Nearly 290 cases of drug-related intimidation were recorded by gardaí in Dublin last year, new figures show.
Operation Fógra was put in place towards the end of 2020 and is the Dublin Region's version of the Garda National Drug-Related Intimidation Reporting Programme.
A succession of reports and research projects over the years have documented the corrosive and crippling effect on communities caused by drug debts and the intimidation inflicted by gangs over payments.
The National DRI Programme is run by gardaí with the National Family Support Network - a network of local family projects which suddenly dissolved last April. The programme, which still operates, has designated inspectors in each division.
Assistant Commissioner for the Dublin Region, Anne-Marie Cagney, said she re-focused the programme in her area in the latter end of 2020.
Figures she released show there were 288 reports in the Dublin Metropolitan Region in 2021. A breakdown shows a wide range of reports across the divisions:
- DMR North – 108;
- DMR West – 85;
- DMR East – 39;
- DMR South Central – 26;
- DMR North Central – 18;
- DMR South – 12
It is not clear why the numbers in the last three divisions are significantly lower, given they cover the North Inner City, the South Inner City and, in DMR South, Drimnagh, Crumlin and Tallaght.

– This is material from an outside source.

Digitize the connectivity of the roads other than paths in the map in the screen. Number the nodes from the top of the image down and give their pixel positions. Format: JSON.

Assistant Commissioner Cagney said the programme is still being “embedded” across the region. She described DRI as a “dreadful crime” with a significant impact on communities and said the objectives of Operation Fógra are increased frontline awareness and enhanced collaboration among gardai.
The Dublin police chief said a recent conviction brought under Operation Fógra occurred in late 2021.

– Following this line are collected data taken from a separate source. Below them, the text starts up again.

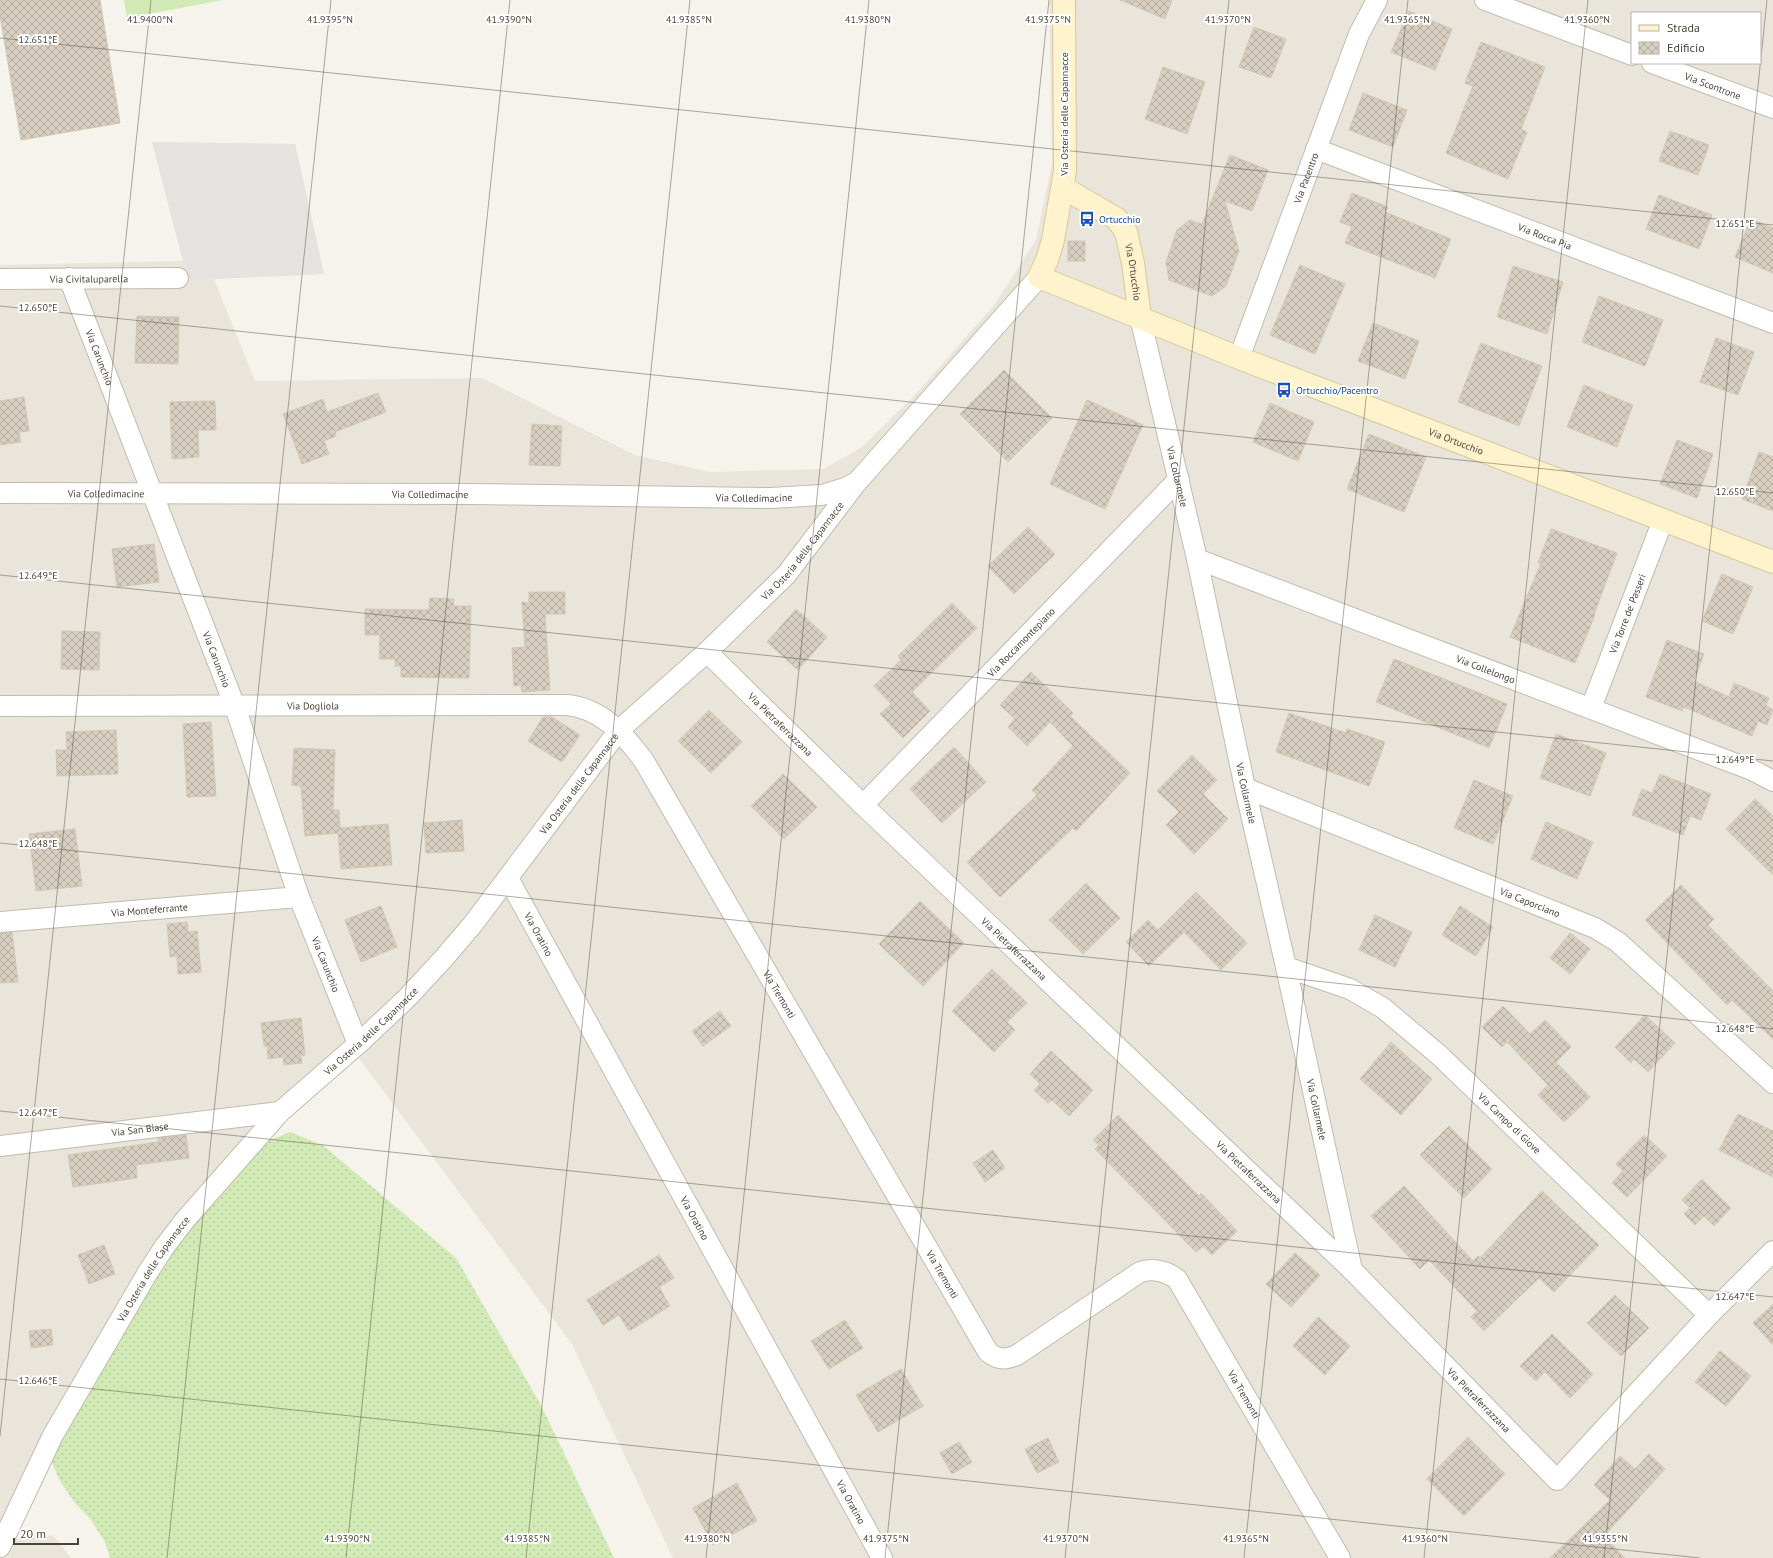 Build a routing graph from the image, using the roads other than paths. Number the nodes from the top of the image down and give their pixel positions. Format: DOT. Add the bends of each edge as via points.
graph roads {
  1 [pos="1064,0"];
  2 [pos="1377,0"];
  3 [pos="1485,0"];
  4 [pos="1631,56"];
  5 [pos="1655,64"];
  6 [pos="1773,108"];
  7 [pos="1316,149"];
  8 [pos="1064,188"];
  9 [pos="1039,277"];
  10 [pos="69,278"];
  11 [pos="178,278"];
  12 [pos="0,279"];
  13 [pos="1140,317"];
  14 [pos="1773,323"];
  15 [pos="1240,358"];
  16 [pos="1179,479"];
  17 [pos="857,482"];
  18 [pos="152,492"];
  19 [pos="0,493"];
  20 [pos="1663,520"];
  21 [pos="1197,559"];
  22 [pos="1773,562"];
  23 [pos="707,652"];
  24 [pos="234,704"];
  25 [pos="0,706"];
  26 [pos="1591,708"];
  27 [pos="619,730"];
  28 [pos="1773,781"];
  29 [pos="1245,788"];
  30 [pos="864,805"];
  31 [pos="508,878"];
  32 [pos="299,897"];
  33 [pos="0,922"];
  34 [pos="1286,967"];
  35 [pos="358,1044"];
  36 [pos="1773,1083"];
  37 [pos="280,1112"];
  38 [pos="0,1146"];
  39 [pos="1773,1251"];
  40 [pos="1352,1270"];
  41 [pos="1709,1315"];
  42 [pos="3,1549"];
  43 [pos="882,1558"];
  44 [pos="1340,1558"];
  1 -- 8 [label="street, Via Osteria delle Capannacce"];
  2 -- 7 [label="street, Via Pacentro" via="1359,34"];
  3 -- 4 [label="street"];
  5 -- 6 [label="street, Via Scontrone"];
  7 -- 14 [label="street, Via Rocca Pia"];
  7 -- 15 [label="street, Via Pacentro"];
  8 -- 9 [label="street, Via Osteria delle Capannacce" via="1053,240"];
  8 -- 13 [label="street, Via Ortucchio" via="1116,219 1126,232"];
  9 -- 13 [label="street, Via Ortucchio"];
  9 -- 17 [label="street, Via Osteria delle Capannacce"];
  10 -- 11 [label="street, Via Civitaluparella"];
  10 -- 12 [label="street, Via Civitaluparella"];
  10 -- 18 [label="street, Via Carunchio"];
  13 -- 15 [label="street, Via Ortucchio"];
  13 -- 16 [label="street, Via Collarmele"];
  15 -- 20 [label="street, Via Ortucchio"];
  16 -- 21 [label="street, Via Collarmele"];
  16 -- 30 [label="street, Via Roccamontepiano"];
  17 -- 18 [label="street, Via Colledimacine" via="822,495 771,498"];
  17 -- 23 [label="street, Via Osteria delle Capannacce" via="786,575"];
  18 -- 19 [label="street, Via Colledimacine"];
  18 -- 24 [label="street, Via Carunchio"];
  20 -- 22 [label="street, Via Ortucchio"];
  20 -- 26 [label="street, Via Torre de' Passeri"];
  21 -- 26 [label="street, Via Collelongo"];
  21 -- 29 [label="street, Via Collarmele"];
  23 -- 27 [label="street, Via Osteria delle Capannacce"];
  23 -- 30 [label="street, Via Pietraferrazzana"];
  24 -- 25 [label="street, Via Dogliola"];
  24 -- 27 [label="street, Via Dogliola" via="567,705 587,709"];
  24 -- 32 [label="street, Via Carunchio"];
  26 -- 28 [label="street, Via Collelongo" via="1752,770"];
  27 -- 31 [label="street, Via Osteria delle Capannacce"];
  27 -- 44 [label="street, Via Tremonti" via="644,761 988,1352 993,1357 1001,1359 1017,1355 1140,1272 1167,1272 1177,1279"];
  29 -- 34 [label="street, Via Collarmele"];
  29 -- 36 [label="street, Via Caporciano" via="1595,928 1607,935"];
  30 -- 40 [label="street, Via Pietraferrazzana"];
  31 -- 35 [label="street, Via Osteria delle Capannacce" via="444,958 407,998"];
  31 -- 43 [label="street, Via Oratino"];
  32 -- 33 [label="street, Via Monteferrante"];
  32 -- 35 [label="street, Via Carunchio"];
  34 -- 40 [label="street, Via Collarmele"];
  34 -- 41 [label="street, Via Campo di Giove" via="1350,989 1383,1008 1439,1055"];
  35 -- 37 [label="street, Via Osteria delle Capannacce"];
  37 -- 38 [label="street, Via San Biase"];
  37 -- 42 [label="street, Via Osteria delle Capannacce" via="185,1220 160,1253 53,1435"];
  39 -- 41 [label="street, Via Pietraferrazzana"];
  40 -- 41 [label="street, Via Pietraferrazzana" via="1557,1480"];
}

The suspect in the case threatened the injured party on three occasions in a bid to extort €25,000. A garda investigation led to a prosecution by the DPP on blackmail.
Daithí Doolan, Sinn Féin councillor for Ballyfermot and Drimnagh, welcomed the figures and said drug-related intimidation “terrorises local communities”.
A Department of Health report, published last November, said the current national DRI programme was "not working" and that a new inter-agency programme would be introduced in 2022. The research said DRI was “normalised and accepted” in communities, particularly in deprived areas.